Inhibition of Quorum-Sensing Regulator from Pseudomonas aeruginosa Using a Flavone Derivative

Abstract

Quorum sensing (QS) is a cell-to-cell communication process that controls bacterial collective behaviors. The QS network regulates and coordinates bacterial virulence factor expression, antibiotic resistance and biofilm formation. Therefore, inhibition of the QS system is an effective strategy to suppress the bacterial virulence. Herein, we identify a phosphate ester derivative of chrysin as a potent QS inhibitor of the human pathogen Pseudomonas aeruginosa (P. aeruginosa) using a designed luciferase reporter assay. In vitro biochemical analysis shows that the chrysin derivative binds to the bacterial QS regulator LasR and abrogates its DNA-binding capability. In particular, the derivative exhibits higher anti-virulence activity compared to the parent molecule. All the results reveal the potential application of flavone derivative as an anti-virulence compound to combat the infectious diseases caused by P. aeruginosa.

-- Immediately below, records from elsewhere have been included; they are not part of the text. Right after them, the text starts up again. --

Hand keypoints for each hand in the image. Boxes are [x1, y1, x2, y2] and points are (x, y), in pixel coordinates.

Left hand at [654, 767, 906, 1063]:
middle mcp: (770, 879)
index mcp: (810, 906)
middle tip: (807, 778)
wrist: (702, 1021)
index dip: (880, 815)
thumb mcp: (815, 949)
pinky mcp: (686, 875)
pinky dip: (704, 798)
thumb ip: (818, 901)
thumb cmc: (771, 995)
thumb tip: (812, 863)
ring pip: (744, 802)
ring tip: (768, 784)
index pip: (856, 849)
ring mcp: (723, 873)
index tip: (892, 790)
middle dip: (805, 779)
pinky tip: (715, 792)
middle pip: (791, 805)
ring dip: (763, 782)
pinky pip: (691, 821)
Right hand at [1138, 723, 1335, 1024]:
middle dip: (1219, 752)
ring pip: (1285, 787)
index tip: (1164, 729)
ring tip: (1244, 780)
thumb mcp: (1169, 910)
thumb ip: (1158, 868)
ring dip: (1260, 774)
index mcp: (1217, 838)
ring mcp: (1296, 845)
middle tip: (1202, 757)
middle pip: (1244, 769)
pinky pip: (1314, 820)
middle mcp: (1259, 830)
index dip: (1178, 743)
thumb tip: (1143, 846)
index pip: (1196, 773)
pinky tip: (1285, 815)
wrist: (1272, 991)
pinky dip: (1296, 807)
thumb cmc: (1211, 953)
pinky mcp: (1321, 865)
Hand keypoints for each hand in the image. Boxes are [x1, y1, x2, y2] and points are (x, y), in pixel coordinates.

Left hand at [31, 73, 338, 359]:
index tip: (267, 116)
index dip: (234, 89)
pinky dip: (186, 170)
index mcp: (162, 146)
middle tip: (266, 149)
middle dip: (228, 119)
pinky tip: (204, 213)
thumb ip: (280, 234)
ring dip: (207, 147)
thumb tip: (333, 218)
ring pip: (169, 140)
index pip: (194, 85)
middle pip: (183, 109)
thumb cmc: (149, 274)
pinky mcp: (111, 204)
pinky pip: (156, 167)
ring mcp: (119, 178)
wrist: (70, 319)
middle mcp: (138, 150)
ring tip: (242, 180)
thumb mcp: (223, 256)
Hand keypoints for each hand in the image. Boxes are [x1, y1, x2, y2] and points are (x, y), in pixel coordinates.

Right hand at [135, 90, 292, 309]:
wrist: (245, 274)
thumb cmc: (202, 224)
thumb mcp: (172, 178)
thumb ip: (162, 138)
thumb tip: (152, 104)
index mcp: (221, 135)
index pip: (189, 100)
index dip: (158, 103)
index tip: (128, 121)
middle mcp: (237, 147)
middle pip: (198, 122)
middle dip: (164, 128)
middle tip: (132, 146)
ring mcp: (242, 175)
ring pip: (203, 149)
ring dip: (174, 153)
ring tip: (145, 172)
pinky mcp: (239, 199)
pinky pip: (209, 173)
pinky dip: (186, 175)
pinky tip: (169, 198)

Keywords: Pseudomonas aeruginosa; flavone derivative; inhibitor; las system; quorum sensing.

Figure 1

Schematic illustration of the E. coli luciferase-based screening assay. (a) The construction of the Escherichia coli luciferase reporter strain. (b) The procedure of screening of potential inhibitors toward the P. aeruginosa las system. (c) Chemical structures of the identified six compounds that attenuate the bioluminescence of E. coli reporter strain, including three xanthone derivatives (D5, D6, D7) and three flavone derivatives (E5, E6, E7).

Figure 2

Electrophoretic mobility shift assay of full-length LasR protein binding to lasB promoter DNA. Furanone C-30 is a synthetic furanone bacterial quorum-sensing inhibitor [28]. * Indicates the free DNA band, ** indicates the DNA–LasR complex band.

Figure 3

(a) Inhibition of P. aeruginosa biofilm formation by different compounds. The biofilm content of the control group was set as 100%. The biofilm content in other groups was normalized to the control. (b) Inhibition of P. aeruginosa virulence factor by different compounds. All experiments were performed in triplicate. Results are shown as mean ± sd. * p < 0.05, ** p < 0.01, *** p < 0.001, **** p < 0.0001.

Figure 4

(a) Inhibition of P. aeruginosa virulence factor expression by increasing gradient concentrations of compound E6 (5 to 100 μM). (b) Quantitative transcript analysis of QS-regulated genes treated with or without 50 μM compound E6. (c) The swimming and swarming motility assays of P. aeruginosa with and without 50 μM of compound E6. (d) Docking model of compound E6 binding to LasR–LBD; hydrogen bonds are indicated by the gray dashed line. The molecular docking model indicates the plausible allosteric inhibitory mechanism. Results are shown as mean ± sd. * p < 0.05, ** p < 0.01, **** p < 0.0001.

Figure 5

Inhibitory mechanism of flavone derivative toward P. aeruginosa las quorum-sensing system. The scheme shows the inhibition of different regulatory pathways for P. aeruginosa virulence expression.